Everyday she's reminded of Derek, and everyday she files those emotions away into the small box labelled "Derek" in her mind.
She can't let him seep into her new life.
She hopes that packing up and selling the brownstone will give her the closure that she needs. She has to end her old life before she can move on with her new one.
She wanders into the living room and slowly traces the empty spot where their wedding picture used to stand. She removed it the morning after he left, not able to look at their younger, happier faces. As she traces the mark the dust flies up, only serving as a reminder of how long it's been since the house was really lived in.
She pulls various objects off the shelf, trying to ignore the empty marks and piles them into a box. Moving from the living room she moves through to the kitchen, she'd never been much of a cook and neither had Derek, preferring instead to eat out or get take out. She removes the pots and pans from the cupboard, noticing how unused they look. Derek had bought her cookbooks but she never used them, instead declaring that if she could master neonatal surgery she could master cooking. The first set of pans they had bought had been ruined by her, she lost track of time and burnt all the food. Derek had spent hours scrubbing the pans but the burn wouldn't shift so in the end he begrudgingly threw them away and they ordered in.
She picks up the cookbooks Derek had bought her, all lovingly inscribed with his sloping handwriting.
"To Addison, in the hope that it will make you a better cook! All my love, Derek"
Her fingers run over the the looping l's of "all" and "love", the letters and handwriting she's become accustomed to seeing everyday and has committed to memory.
Closing the book, she puts them all in the box along with her pots and pans.
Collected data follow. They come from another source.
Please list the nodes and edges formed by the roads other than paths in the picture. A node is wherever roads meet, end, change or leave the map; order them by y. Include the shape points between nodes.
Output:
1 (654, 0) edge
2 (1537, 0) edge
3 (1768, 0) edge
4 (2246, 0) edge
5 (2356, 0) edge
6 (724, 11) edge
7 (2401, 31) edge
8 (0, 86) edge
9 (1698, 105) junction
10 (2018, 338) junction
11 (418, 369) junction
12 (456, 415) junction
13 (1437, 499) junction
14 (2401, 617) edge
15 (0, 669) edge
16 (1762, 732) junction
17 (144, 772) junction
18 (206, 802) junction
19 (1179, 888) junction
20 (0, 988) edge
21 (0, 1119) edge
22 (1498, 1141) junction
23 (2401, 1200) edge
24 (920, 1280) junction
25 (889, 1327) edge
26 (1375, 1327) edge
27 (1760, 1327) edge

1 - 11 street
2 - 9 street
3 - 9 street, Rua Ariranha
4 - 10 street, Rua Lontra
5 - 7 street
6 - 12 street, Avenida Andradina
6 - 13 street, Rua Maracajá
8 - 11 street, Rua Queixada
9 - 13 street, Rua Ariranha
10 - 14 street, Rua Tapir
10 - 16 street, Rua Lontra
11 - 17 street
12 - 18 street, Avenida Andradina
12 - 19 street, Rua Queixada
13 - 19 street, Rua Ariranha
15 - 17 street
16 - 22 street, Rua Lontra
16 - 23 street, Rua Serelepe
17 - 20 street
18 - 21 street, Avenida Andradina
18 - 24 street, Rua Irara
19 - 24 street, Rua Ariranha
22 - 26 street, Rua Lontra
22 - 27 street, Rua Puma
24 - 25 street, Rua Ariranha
Maybe she'll try to learn to cook again. Packing up the rest of the kitchen she moves upstairs to the room she's been dreading the most. The bedroom. Even when she was living with Mark and had to return for bits and pieces she avoided the bedroom as much as possible.
Its where it all happened.
Memories flash across her mind as she steps into the room. Good one's from Derek, and guilty ones from Mark. She tries to shift the latter one's to the back of her mind, as she begins the arduous task of sifting through what's left of her and Derek's clothes.
It takes her a while to get to an item she hasn't worn for 11 years.
Her wedding dress.
Carefully she removes it from it's bag and lays it on the bed. Taking a seat next to it she fingers the fine lace and beading as carefully as she did the first time she touched it. It's just as beautiful as it was when she wore it all those years ago. She's unsure whether or not to keep it. She didn't keep the rings after all. The dress is different though. She had hoped to one day pass onto her daughter, but that dream is now unlikely to happen. Carefully she puts it back in it's bag and places it on the "to keep" pile. It's memories, and its Derek but she can't bear to part from it. Looking further in the wardrobe she discovers Derek's wedding suit, and decides that even though he said he didn't want anything she'll send it to him.
She can't just throw it away.
Packing up the rest of the clothes she leaves the bedroom and finishes the other rooms. As she makes her way downstairs her footsteps once again echo in the empty house. She'll miss this house, not for the wonderful things that made them buy it in the first place but for the memories that she and Derek made here. She'll also miss all the events that could have been, her and Derek starting a family, growing old together.
All the hope that was once in the house for them is now reserved for some other couple.
With both heart and head full of emotion she piles the boxes full of things to keep in her car ready to take them to her new life. Twisting the keys off her keyring she places them on the shelf where her wedding photo once stood, and for the last time hears her footsteps echo as she leaves the brownstone.